Transformation Execution

  • The GPU engine performs the requested operations (e.g., rotation angle, crop region, resize dimensions).
  • The scaling is performed before color conversion to minimize GPU memory bandwidth usage.

Frame Output

  • The transformed frame is pushed to the source pad (output pad).
  • Downstream elements (e.g. encoders, displays) receive the processed frame for further handling.

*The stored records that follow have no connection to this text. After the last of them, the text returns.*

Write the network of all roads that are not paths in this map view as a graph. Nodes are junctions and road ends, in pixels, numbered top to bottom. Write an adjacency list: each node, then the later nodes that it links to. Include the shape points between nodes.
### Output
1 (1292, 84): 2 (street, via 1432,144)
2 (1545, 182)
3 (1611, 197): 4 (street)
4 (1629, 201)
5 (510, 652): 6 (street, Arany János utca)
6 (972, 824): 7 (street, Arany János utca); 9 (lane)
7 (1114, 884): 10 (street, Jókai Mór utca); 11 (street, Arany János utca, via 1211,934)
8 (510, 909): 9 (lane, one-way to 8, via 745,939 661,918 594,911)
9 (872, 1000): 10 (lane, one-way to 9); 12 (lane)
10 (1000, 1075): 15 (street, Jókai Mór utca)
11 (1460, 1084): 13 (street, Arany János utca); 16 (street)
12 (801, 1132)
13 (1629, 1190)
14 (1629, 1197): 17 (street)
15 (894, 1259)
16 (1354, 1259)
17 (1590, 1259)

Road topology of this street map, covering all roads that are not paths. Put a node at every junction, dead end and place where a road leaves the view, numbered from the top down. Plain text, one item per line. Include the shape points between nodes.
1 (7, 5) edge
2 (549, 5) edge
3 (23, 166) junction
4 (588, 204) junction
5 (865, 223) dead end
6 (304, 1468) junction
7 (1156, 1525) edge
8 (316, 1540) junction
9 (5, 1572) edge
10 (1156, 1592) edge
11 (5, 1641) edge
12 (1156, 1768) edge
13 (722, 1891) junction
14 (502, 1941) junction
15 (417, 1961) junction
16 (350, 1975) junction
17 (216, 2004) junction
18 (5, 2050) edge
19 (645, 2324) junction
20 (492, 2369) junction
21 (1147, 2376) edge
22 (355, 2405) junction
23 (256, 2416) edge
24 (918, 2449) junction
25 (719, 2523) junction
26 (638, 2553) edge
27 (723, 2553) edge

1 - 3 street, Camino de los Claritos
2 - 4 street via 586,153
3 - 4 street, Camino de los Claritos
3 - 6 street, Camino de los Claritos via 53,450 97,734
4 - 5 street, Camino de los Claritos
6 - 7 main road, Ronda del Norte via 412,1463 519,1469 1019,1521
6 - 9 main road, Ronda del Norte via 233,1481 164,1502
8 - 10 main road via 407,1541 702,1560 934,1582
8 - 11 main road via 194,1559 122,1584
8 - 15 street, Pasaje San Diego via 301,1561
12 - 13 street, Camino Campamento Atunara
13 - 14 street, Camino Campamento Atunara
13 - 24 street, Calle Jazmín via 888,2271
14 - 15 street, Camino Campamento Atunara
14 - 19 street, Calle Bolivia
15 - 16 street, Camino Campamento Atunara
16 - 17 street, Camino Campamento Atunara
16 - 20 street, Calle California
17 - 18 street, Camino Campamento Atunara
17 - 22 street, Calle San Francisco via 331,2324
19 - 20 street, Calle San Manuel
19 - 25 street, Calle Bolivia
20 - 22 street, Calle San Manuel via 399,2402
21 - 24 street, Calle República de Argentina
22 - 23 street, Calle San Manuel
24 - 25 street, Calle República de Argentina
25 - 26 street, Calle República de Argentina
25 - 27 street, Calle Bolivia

Buffer Management and Pool Requirements

qtivtransform is designed to operate efficiently with DMA-allocated buffers, which are essential for zero-copy performance and hardware acceleration. To ensure compatibility and optimal throughput, the plugin enforces specific buffer handling requirements:
  • DMA Buffer Requirement
    • The plugin expects incoming buffers to be DMA-backed.
    • This is crucial for interoperability with GPU-based backends and for minimizing memory copies during transformation.
  • Buffer Pool Negotiation
    • If the upstream element does not provide DMA buffers, qtivtransform can offer its own buffer pool to the upstream element via the standard GStreamer allocation mechanism.
    • This allows the upstream plugin to allocate compatible buffers from qtivtransform’s pool.
  • Fallback Behavior
    • If the upstream element does not support buffer pool negotiation (i.e., cannot accept a pool from qtivtransform), the plugin will not function correctly.
    • In such cases, pipeline setup will fail, and an error will be reported during negotiation.
This behavior ensures that buffer allocation is tightly controlled and optimized for the transformation backend.

Usage

Downscale a YUV video stream to RGB format

  • This pipeline demonstrates how qtivtransform can be used to convert and downscale a YUV (NV12) video stream to RGB format.
  • This is useful in scenarios where:
    • You need to dump RGB frames to disk for use in a custom image processing or computer vision algorithm that expects raw RGB input.
    • A downstream plugin or application requires RGB format instead of NV12. Usecase 1
gst-launch-1.0 -e --gst-debug=2 qticamsrc ! video/x-raw,width=1920,height=1080,format=NV12,framerate=5/1 ! queue ! qtivtransform ! video/x-raw,width=1280,height=720,format=RGB ! multifilesink location=$HOME/media/frame_%d.rgb

Horizontal flip

  • This pipeline captures video frames from a Qualcomm camera source (qticamsrc) at 1920×1080 resolution in NV12 format. The frames are passed to the qtivtransform, which applies a 90-degree clockwise rotation and horizontal flip. After transformation, the frames are encoded using the hardware-accelerated H.264 encoder (v4l2h264enc). The encoded stream is parsed (h264parse), multiplexed into an MP4 container (mp4mux), and written to disk via filesink. Usecase 2
gst-launch-1.0 -e --gst-debug=2 qticamsrc ! video/x-raw,width=1920,height=1080,format=NV12,framerate=30/1 ! queue ! qtivtransform rotate=90CW flip-horizontal=true ! v4l2h264enc capture-io-mode=4 output-io-mode=4 ! h264parse ! mp4mux ! queue ! filesink location="$HOME/media/video.mp4"

Cropping and Scaling

  • The following GStreamer pipeline demonstrates how qtivtransform performs cropping and scaling before encoding the video:
    • Input: 1280×720 NV12 video stream from qticamsrc.
    • Cropping: qtivtransform crops a 640×360 region starting at (320,180) from the input frame. This is done immediately upon receiving the frame.
    • Scaling: The cropped region is then scaled up to 1920×1080 as specified by the output caps.
    • Encoding: The transformed frame is encoded using v4l2h264enc and saved as an MP4 file. Usecase 3
    gst-launch-1.0 -e --gst-debug=2 qticamsrc ! video/x-raw,width=1280,height=720,format=NV12,framerate=30/1 ! queue ! qtivtransform crop="<320,180,640,360>" ! video/x-raw,width=1920,height=1080 ! v4l2h264enc capture-io-mode=4 output-io-mode=4 ! h264parse ! mp4mux ! queue ! filesink location="$HOME/media/video.mp4"